0b10

Two-Bit History

Computing through
the ages

The Lineage of Man

28 Sep 2017

I’ve always found man pages fascinating. Formatted as strangely as they are and accessible primarily through the terminal, they have always felt to me like relics of an ancient past. Some man pages probably are ancient: I’d love to know how many times the man page for cat or say tee has been revised since the early days of Unix, but I’m willing to bet it’s not many. Man pages are mysterious—it’s not obvious where they come from, where they live on your computer, or what kind of file they might be stored in—and yet it’s hard to believe that something so fundamental and so obviously governed by rigid conventions could remain so inscrutable. Where did the man page conventions come from? Where are they codified? If I wanted to write my own man page, where would I even begin?

The story of man is inextricably tied to the story of Unix. The very first version of Unix, completed in 1971 but only available internally at Bell Labs, did not provide a man command. But Douglas McIlroy, who at the time was head of the Computing Techniques Research Department and managed the Unix project, insisted that some kind of documentation be made available.1 He pushed Ken Thompson and Dennis Ritchie, the two programmers commonly credited with creating Unix, to write some. The result was the first edition of the Unix Programmer’s Manual.

The first edition of the Unix Programmer’s Manual consisted of (physical!) pages collected together in a single binder. It documented only 61 different commands, along with a couple dozen system calls and a few library routines. Though the man command itself was not to come until later, the first edition of the Unix Programmer’s Manual established many of the conventions that man pages adhere to today, even in the absence of an official specification.

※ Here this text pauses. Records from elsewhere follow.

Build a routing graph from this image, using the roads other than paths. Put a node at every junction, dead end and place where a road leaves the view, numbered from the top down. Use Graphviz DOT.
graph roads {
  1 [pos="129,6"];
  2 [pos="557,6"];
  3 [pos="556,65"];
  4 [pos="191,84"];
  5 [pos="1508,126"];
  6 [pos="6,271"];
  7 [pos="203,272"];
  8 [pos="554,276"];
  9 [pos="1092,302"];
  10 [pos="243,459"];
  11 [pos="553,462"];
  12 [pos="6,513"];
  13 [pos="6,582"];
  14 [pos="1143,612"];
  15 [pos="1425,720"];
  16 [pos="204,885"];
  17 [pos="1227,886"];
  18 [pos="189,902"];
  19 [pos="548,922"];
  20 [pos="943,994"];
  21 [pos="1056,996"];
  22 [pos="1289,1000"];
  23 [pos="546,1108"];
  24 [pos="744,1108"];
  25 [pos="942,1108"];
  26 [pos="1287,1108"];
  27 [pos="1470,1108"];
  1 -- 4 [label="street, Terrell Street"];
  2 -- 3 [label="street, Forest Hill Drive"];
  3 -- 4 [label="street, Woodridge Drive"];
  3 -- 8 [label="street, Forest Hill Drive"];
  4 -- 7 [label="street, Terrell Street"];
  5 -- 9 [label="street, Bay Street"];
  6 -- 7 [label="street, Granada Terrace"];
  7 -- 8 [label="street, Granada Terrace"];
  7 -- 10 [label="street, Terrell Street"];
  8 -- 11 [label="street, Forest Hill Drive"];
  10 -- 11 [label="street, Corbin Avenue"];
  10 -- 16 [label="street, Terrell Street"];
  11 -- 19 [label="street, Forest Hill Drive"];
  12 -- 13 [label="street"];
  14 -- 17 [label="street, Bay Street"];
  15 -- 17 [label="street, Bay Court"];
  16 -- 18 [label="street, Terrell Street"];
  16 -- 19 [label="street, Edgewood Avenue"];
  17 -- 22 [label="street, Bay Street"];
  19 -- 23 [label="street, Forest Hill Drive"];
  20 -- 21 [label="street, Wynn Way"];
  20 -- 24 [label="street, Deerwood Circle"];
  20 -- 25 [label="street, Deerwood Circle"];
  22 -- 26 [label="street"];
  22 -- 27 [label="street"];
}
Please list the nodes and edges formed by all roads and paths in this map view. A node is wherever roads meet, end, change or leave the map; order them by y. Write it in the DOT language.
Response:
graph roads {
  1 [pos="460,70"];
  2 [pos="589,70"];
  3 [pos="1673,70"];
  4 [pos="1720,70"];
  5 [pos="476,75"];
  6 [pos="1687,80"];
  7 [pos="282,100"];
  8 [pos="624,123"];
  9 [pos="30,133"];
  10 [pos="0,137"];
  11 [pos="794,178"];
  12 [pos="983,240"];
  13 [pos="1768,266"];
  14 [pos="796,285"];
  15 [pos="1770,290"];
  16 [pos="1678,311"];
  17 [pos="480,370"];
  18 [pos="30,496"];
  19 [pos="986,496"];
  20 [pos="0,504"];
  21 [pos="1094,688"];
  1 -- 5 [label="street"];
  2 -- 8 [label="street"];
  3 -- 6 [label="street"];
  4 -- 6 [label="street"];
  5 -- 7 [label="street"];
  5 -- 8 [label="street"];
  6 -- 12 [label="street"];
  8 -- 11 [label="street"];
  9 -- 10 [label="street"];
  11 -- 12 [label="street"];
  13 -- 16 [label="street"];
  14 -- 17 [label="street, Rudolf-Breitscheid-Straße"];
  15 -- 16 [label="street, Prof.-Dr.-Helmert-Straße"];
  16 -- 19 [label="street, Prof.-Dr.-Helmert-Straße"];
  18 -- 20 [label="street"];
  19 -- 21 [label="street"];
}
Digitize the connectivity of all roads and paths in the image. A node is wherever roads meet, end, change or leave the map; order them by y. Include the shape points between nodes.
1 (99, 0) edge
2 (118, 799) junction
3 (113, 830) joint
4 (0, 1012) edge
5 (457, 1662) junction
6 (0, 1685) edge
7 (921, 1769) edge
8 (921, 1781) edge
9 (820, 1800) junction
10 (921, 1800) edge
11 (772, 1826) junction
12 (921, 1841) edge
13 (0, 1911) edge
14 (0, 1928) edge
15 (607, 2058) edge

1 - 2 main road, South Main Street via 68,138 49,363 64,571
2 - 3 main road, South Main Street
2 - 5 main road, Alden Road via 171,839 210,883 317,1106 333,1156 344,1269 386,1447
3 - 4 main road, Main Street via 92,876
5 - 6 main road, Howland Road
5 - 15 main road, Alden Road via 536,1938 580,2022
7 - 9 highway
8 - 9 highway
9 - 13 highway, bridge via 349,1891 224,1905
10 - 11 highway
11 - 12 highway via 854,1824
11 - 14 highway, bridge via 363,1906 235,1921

The documentation for each command included the well-known NAME, SYNOPSIS, DESCRIPTION, and SEE ALSO headings. Optional flags were enclosed in square brackets and meta-arguments (for example, “file” where a file path is expected) were underlined. The manual also established the canonical manual sections such as Section 1 for General Commands, Section 2 for System Calls, and so on; these sections were, at the time, simply sections of a very long printed document. Thompson and Ritchie could not have known that they were establishing a tradition that would survive for decades and decades, but that is what they did.

McIlroy later speculated about why the man page format has survived as long as it has. In a technical report about the conceptual development of Unix, he noted that the original man pages were written in a “terse, yet informal, prose style” that together with the alphabetical ordering of information “encouraged accurate on-line documentation.”2 In a nod to an experience with man pages that all programmers have had at one time or another, he added that the man page format “was popular with initiates who needed to look up facts, albeit sometimes frustrating for beginners who didn’t know what facts to look for.” McIlroy was highlighting the sometimes-overlooked distinction between tutorial and reference; man pages may not be much use for the former, but they are perfect for the latter.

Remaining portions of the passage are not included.